WHAT THE EXERCISE ASKS>
Look through the entries below, please, and copy every line with the word "roads".
· · · · · · ·
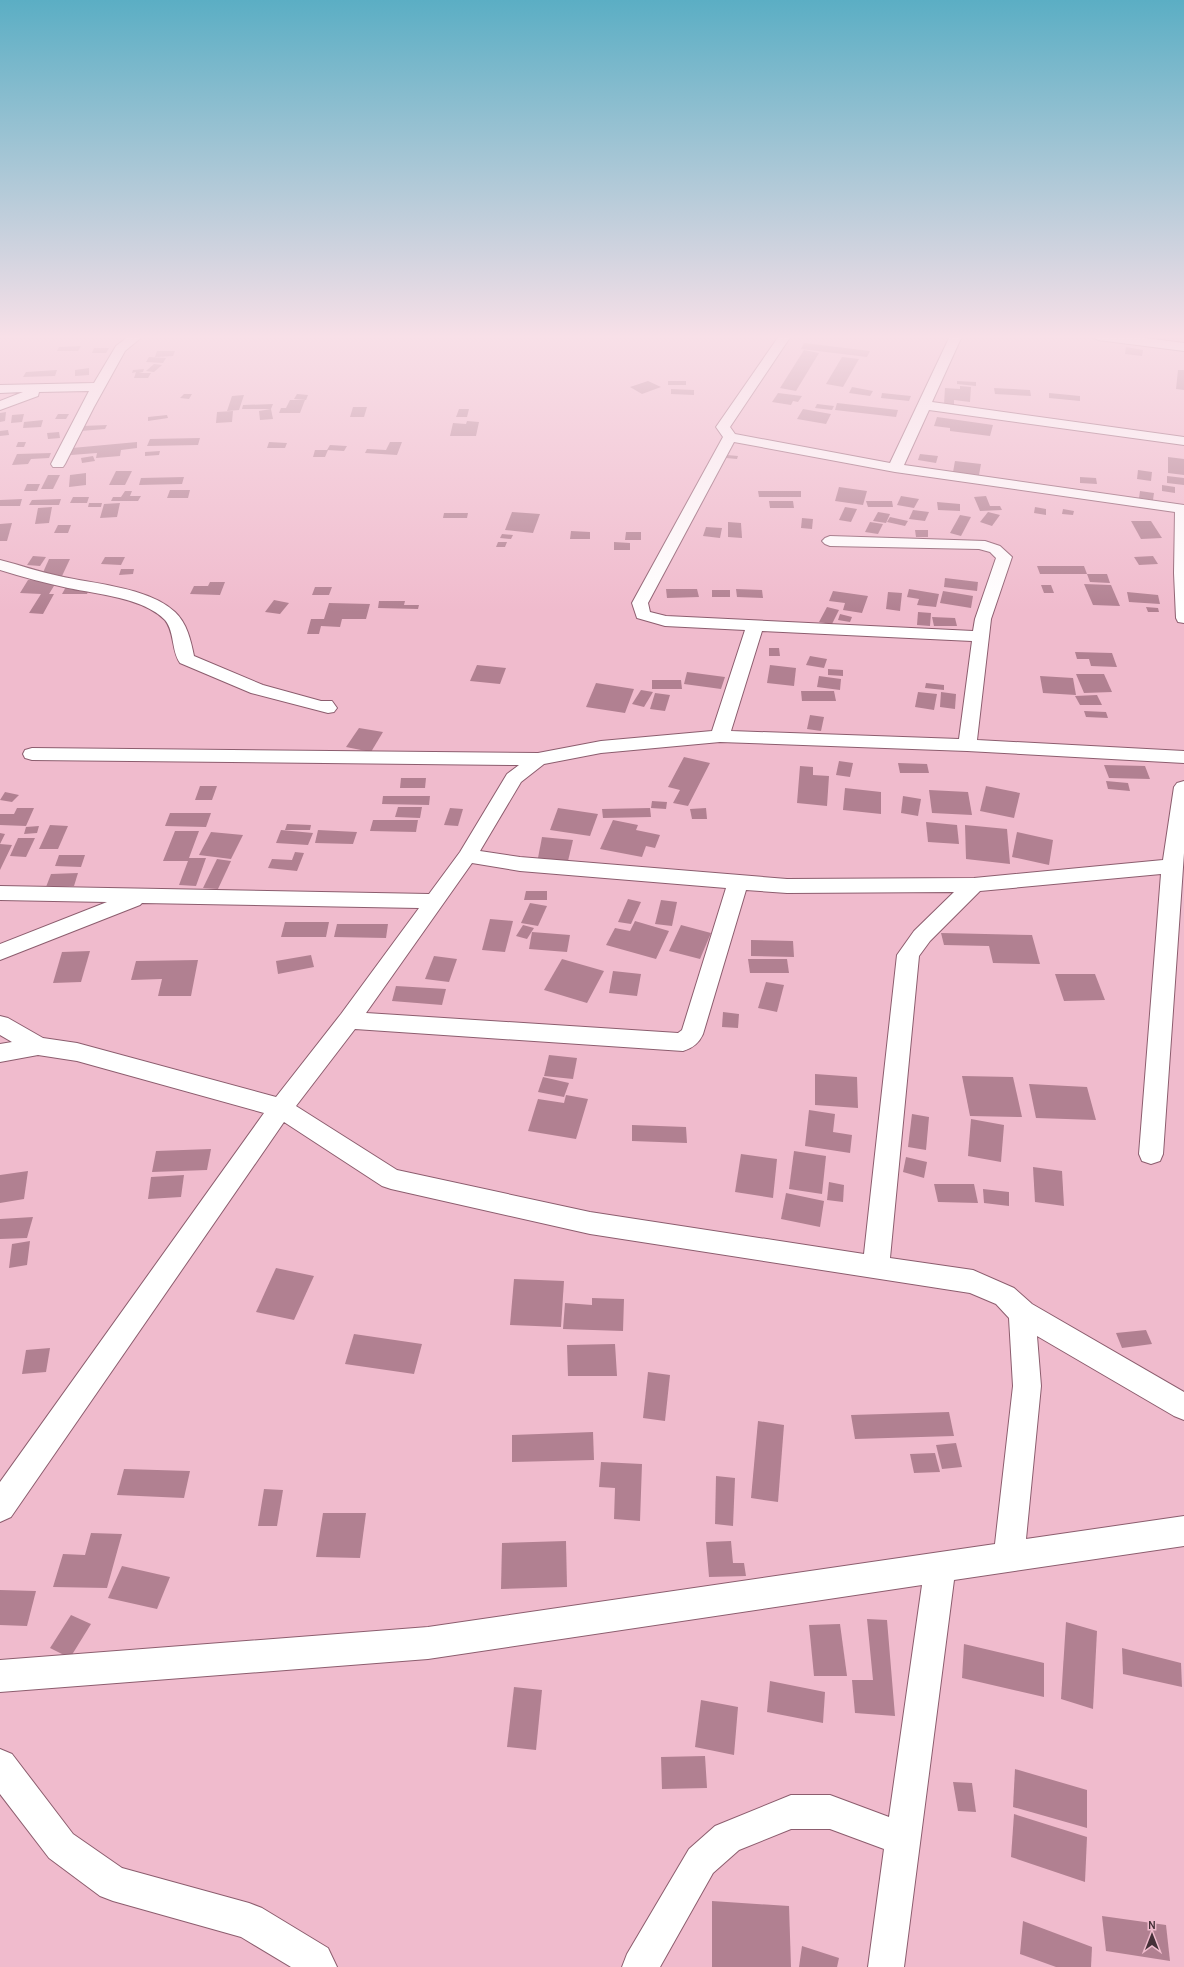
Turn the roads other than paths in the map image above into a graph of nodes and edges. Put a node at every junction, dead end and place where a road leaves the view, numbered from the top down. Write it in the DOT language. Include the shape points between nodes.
graph roads {
  1 [pos="77,428"];
  2 [pos="724,428"];
  3 [pos="913,428"];
  4 [pos="1088,428"];
  5 [pos="730,438"];
  6 [pos="1184,441"];
  7 [pos="58,464"];
  8 [pos="895,468"];
  9 [pos="1183,509"];
  10 [pos="830,541"];
  11 [pos="0,565"];
  12 [pos="1184,618"];
  13 [pos="755,626"];
  14 [pos="981,636"];
  15 [pos="326,705"];
  16 [pos="720,736"];
  17 [pos="968,745"];
  18 [pos="32,754"];
  19 [pos="1184,756"];
  20 [pos="538,759"];
  21 [pos="1184,787"];
  22 [pos="467,856"];
  23 [pos="1172,866"];
  24 [pos="738,882"];
  25 [pos="974,885"];
  26 [pos="0,893"];
  27 [pos="144,896"];
  28 [pos="434,901"];
  29 [pos="0,952"];
  30 [pos="349,1020"];
  31 [pos="0,1024"];
  32 [pos="38,1046"];
  33 [pos="0,1053"];
  34 [pos="281,1108"];
  35 [pos="1151,1154"];
  36 [pos="876,1267"];
  37 [pos="1022,1313"];
  38 [pos="1184,1407"];
  39 [pos="0,1507"];
  40 [pos="1184,1531"];
  41 [pos="1009,1557"];
  42 [pos="940,1567"];
  43 [pos="0,1676"];
  44 [pos="0,1766"];
  45 [pos="903,1839"];
  46 [pos="319,1967"];
  47 [pos="640,1967"];
  48 [pos="886,1967"];
  1 -- 7 [label="street"];
  2 -- 5 [label="street"];
  3 -- 8 [label="street"];
  4 -- 6 [label="street"];
  5 -- 8 [label="street"];
  5 -- 13 [label="street" via="640,603 643,615 665,621"];
  8 -- 9 [label="street"];
  9 -- 12 [label="street"];
  10 -- 14 [label="street" via="980,544 995,549 1004,557 983,619"];
  11 -- 15 [label="street" via="147,602 170,616 179,633 186,659 257,689 328,708"];
  13 -- 14 [label="street"];
  13 -- 16 [label="street"];
  14 -- 17 [label="street"];
  16 -- 17 [label="street"];
  16 -- 20 [label="street" via="601,746"];
  17 -- 19 [label="street"];
  18 -- 20 [label="street"];
  20 -- 22 [label="street" via="514,778"];
  21 -- 23 [label="street"];
  22 -- 24 [label="street" via="520,864"];
  22 -- 28 [label="street"];
  23 -- 25 [label="street"];
  23 -- 35 [label="street"];
  24 -- 25 [label="street" via="787,886"];
  24 -- 30 [label="street" via="692,1034 683,1042"];
  25 -- 36 [label="street" via="922,936 908,955"];
  26 -- 27 [label="street"];
  27 -- 28 [label="street"];
  27 -- 29 [label="street"];
  28 -- 30 [label="street"];
  30 -- 34 [label="street"];
  31 -- 32 [label="street"];
  32 -- 33 [label="street"];
  32 -- 34 [label="street" via="77,1052"];
  34 -- 36 [label="street" via="391,1179 590,1223"];
  34 -- 39 [label="street"];
  36 -- 37 [label="street" via="973,1282 1005,1296"];
  37 -- 38 [label="street"];
  37 -- 41 [label="street" via="1027,1386"];
  40 -- 41 [label="street"];
  41 -- 42 [label="street"];
  42 -- 43 [label="street" via="428,1643"];
  42 -- 45 [label="street"];
  44 -- 46 [label="street" via="61,1846 113,1883 249,1921 315,1961"];
  45 -- 47 [label="street" via="830,1812 791,1812 727,1838 701,1861"];
  45 -- 48 [label="street"];
}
· · · · · · ·
SOLUTION FOR THIS PROBLEM>
Turn the roads other than paths in the map image above into a graph of nodes and edges. Put a node at every junction, dead end and place where a road leaves the view, numbered from the top down. Write it in the DOT language. Include the shape points between nodes.
graph roads {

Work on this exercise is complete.